The FCA consider that this data will help them monitor whether firms are delivering good outcomes for customers under the Consumer Duty, to monitor the credit market, and to monitor and supervise compliance with the FCA’s rules in the CONC and SYSC chapters of their Handbook and the FCA’s Vulnerable Customers guidance. Benefits anticipated by the FCA include more focussed regulatory action and a reduction in regulatory engagement where customers are receiving good outcomes.
The new rules are a clear indication of how the FCA intends to approach firm supervision in the future. The FCA has indicated it will be carrying out its own extensive analysis of the data, combining it with other data sets, notably mortgage data, to obtain its own view of consumer lending. The data requested is at individual agreement level, enabling the FCA to identify and ask further questions about individual transactions and customer approaches.

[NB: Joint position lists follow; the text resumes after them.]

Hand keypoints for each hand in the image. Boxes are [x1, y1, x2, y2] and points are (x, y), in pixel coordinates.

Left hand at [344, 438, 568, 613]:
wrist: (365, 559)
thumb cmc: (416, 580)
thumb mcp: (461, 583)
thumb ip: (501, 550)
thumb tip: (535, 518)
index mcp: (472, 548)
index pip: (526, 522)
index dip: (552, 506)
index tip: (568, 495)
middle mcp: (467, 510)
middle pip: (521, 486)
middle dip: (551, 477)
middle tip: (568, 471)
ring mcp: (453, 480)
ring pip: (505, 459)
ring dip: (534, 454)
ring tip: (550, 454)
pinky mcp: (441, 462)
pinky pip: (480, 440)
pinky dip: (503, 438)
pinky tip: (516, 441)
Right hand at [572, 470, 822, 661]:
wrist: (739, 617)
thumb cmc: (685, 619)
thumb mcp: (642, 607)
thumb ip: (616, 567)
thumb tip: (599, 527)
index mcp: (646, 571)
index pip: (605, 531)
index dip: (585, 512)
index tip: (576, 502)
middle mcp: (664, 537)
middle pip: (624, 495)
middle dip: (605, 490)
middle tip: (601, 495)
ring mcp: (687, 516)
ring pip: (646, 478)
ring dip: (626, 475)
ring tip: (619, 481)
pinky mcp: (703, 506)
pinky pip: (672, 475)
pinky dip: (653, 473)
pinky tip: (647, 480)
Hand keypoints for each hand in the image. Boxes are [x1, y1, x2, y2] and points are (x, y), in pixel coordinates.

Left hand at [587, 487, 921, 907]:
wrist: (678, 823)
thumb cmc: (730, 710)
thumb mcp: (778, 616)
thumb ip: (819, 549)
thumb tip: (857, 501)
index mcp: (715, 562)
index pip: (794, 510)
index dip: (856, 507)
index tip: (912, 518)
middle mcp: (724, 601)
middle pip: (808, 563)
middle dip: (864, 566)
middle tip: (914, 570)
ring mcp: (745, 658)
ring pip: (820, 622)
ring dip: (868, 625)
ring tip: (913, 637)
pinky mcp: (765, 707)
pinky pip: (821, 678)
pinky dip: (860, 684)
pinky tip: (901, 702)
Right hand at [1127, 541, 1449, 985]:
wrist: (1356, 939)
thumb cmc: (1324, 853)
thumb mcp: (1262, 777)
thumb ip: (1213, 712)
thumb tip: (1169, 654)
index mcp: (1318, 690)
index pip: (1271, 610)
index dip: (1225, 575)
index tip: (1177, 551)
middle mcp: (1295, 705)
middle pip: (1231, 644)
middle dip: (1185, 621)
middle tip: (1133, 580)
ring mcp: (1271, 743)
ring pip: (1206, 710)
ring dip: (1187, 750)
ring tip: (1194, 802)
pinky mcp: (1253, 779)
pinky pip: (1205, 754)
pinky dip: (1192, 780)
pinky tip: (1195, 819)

Some changes have been made since the consultation stage, principally to make the new requirements more proportionate. The threshold for reporting data has been increased to £2 million in outstanding balances or £2m in new advances. This will remove a number of firms from scope who were facing a significant implementation cost burden. Additionally, in response to feedback and further analysis the FCA has given large firms (£20m plus) 14 months and small firms (£2 - £20m) 20 months (both from the date of the policy statement) to prepare for implementation.
Although the FCA has said it anticipates the new data reports will lead to less and better focussed regulatory engagement, it remains very much a ‘wait and see’ as to whether this will be the case. With this level of data however, firms can expect FCA engagement to ask detailed questions from the start. To prepare for this, we would recommend firms ensure that they are able to retrieve data and records easily and that they are pro-actively analysing and interrogating potential issues revealed by the data in line with the Consumer Duty monitoring expectations.

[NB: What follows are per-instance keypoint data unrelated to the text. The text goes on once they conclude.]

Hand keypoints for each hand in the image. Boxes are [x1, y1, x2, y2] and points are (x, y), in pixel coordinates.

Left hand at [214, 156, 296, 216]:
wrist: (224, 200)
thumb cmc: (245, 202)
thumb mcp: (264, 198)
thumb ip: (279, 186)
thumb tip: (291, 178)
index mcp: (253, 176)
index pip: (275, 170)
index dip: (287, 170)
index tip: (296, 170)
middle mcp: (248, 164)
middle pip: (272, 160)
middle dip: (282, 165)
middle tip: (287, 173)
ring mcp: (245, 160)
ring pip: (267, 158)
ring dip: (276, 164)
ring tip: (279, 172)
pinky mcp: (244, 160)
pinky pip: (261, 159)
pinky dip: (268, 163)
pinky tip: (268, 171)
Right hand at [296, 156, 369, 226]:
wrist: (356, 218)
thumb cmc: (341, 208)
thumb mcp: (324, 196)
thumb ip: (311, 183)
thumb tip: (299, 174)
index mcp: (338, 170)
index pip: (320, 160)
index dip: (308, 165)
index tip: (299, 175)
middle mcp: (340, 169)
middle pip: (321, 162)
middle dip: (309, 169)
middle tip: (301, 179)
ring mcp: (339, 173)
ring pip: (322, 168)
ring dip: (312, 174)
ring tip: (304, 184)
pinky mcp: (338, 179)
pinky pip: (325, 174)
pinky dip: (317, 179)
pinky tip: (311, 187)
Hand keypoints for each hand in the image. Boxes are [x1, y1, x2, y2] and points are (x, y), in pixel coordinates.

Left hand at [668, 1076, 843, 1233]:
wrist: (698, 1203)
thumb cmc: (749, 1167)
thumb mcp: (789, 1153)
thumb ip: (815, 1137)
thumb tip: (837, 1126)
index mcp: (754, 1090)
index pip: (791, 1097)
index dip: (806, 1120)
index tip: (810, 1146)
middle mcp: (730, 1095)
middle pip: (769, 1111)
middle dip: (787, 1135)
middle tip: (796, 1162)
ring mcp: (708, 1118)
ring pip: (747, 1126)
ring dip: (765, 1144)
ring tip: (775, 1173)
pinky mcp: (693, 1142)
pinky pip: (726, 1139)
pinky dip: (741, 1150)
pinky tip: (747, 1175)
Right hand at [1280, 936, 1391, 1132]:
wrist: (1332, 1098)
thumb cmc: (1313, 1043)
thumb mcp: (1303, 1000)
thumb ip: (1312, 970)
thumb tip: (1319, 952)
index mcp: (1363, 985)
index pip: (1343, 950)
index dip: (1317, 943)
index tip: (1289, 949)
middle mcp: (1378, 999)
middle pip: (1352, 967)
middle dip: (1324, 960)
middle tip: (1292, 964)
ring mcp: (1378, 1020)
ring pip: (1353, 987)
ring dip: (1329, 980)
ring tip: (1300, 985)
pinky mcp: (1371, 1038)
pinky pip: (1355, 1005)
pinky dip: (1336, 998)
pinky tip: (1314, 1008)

The FCA recently published a report on the supervision by principal firms of their appointed representatives (ARs) and introducer appointed representatives (IARs) who undertake credit broking, highlighting areas for improvement.

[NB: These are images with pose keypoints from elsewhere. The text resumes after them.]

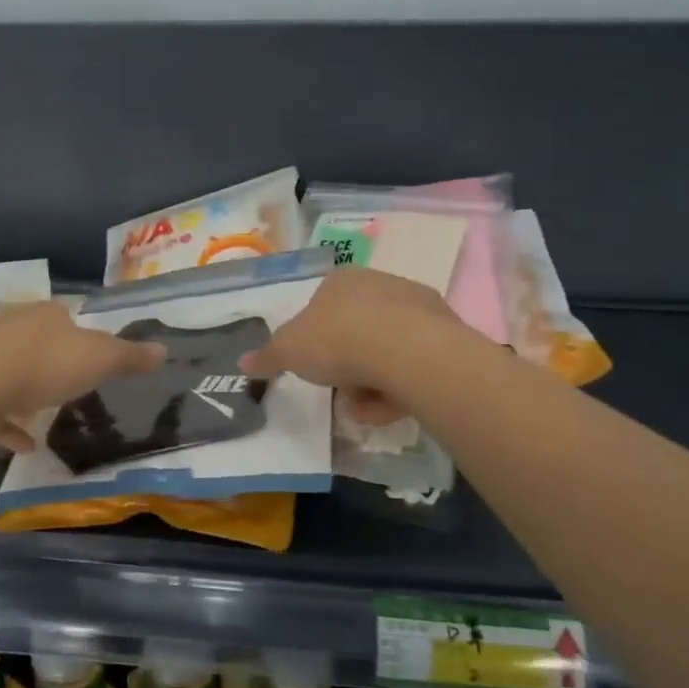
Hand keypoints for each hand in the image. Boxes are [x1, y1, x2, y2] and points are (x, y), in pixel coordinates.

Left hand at [0, 301, 165, 451]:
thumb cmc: (46, 365)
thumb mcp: (100, 360)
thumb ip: (130, 357)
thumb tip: (164, 349)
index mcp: (45, 314)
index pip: (65, 317)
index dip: (80, 336)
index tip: (91, 360)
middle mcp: (12, 327)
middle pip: (36, 341)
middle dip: (52, 362)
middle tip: (69, 387)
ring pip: (10, 371)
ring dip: (27, 394)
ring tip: (45, 418)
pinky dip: (8, 424)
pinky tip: (24, 445)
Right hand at [240, 267, 460, 424]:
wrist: (406, 350)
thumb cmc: (338, 340)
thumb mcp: (289, 351)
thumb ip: (267, 356)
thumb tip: (243, 362)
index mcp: (341, 280)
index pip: (321, 310)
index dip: (315, 343)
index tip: (317, 369)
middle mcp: (379, 283)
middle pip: (355, 333)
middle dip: (346, 368)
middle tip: (342, 393)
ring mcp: (415, 305)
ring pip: (385, 351)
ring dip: (372, 383)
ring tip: (369, 407)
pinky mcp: (445, 330)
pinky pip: (413, 362)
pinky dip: (401, 385)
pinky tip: (396, 404)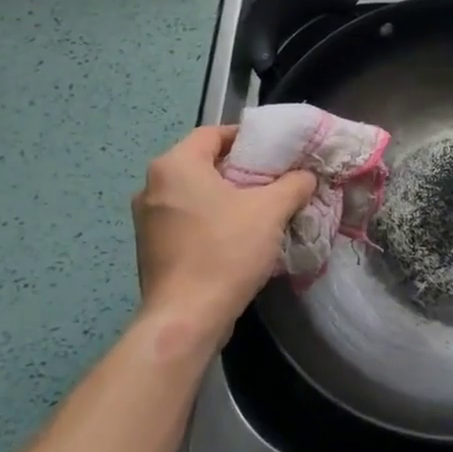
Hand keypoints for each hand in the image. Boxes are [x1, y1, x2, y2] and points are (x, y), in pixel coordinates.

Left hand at [130, 127, 315, 344]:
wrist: (186, 318)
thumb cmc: (225, 251)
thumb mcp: (271, 210)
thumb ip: (293, 184)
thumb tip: (305, 176)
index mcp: (174, 166)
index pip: (213, 133)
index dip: (247, 137)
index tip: (276, 150)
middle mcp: (152, 186)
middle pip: (203, 164)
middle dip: (240, 169)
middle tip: (274, 179)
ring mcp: (147, 220)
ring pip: (195, 194)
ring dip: (227, 197)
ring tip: (261, 209)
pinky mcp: (151, 249)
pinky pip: (187, 220)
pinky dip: (212, 220)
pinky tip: (239, 237)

An AR is a firm or individual that carries out regulated activity under the responsibility of an FCA authorised firm. The firm is responsible for ensuring the AR complies with FCA rules, operating in a proper manner in line with their appointment. An IAR is a type of AR that can only undertake limited activities, such as distributing non-real time financial promotions on behalf of the firm.
Improving the appointed representative regime has been a continued focus of the FCA due to concerns about the risk of harm from ARs. Rules introduced in December 2022 require firms to conduct more due diligence and have more robust supervision over their appointed representatives.
The FCA’s report follows up on the recent rules by examining how an area that traditionally has a high number of ARs, consumer credit, has applied the new rules and expectations. The report highlights many areas of good practice such as clear procedures for onboarding ARs, training programmes, onsite visits and customer contact and feedback to monitor the AR.
Areas firms may need to improve on include a failure to appreciate conflicts of interests between the companies or individuals involved in an AR agreement. This includes failure to carry out checks of activities and of AR websites for compliance with FCA rules, with firms too often relying on automated checks when onboarding ARs or IARs.
Firms looking to appoint ARs and IARs should note the FCA’s expectations on assessing their prospective appointments and on ongoing monitoring. Sufficient resource should be dedicated to ensuring their AR or IAR is aware of their obligations and monitoring the AR or IAR’s compliance with those obligations.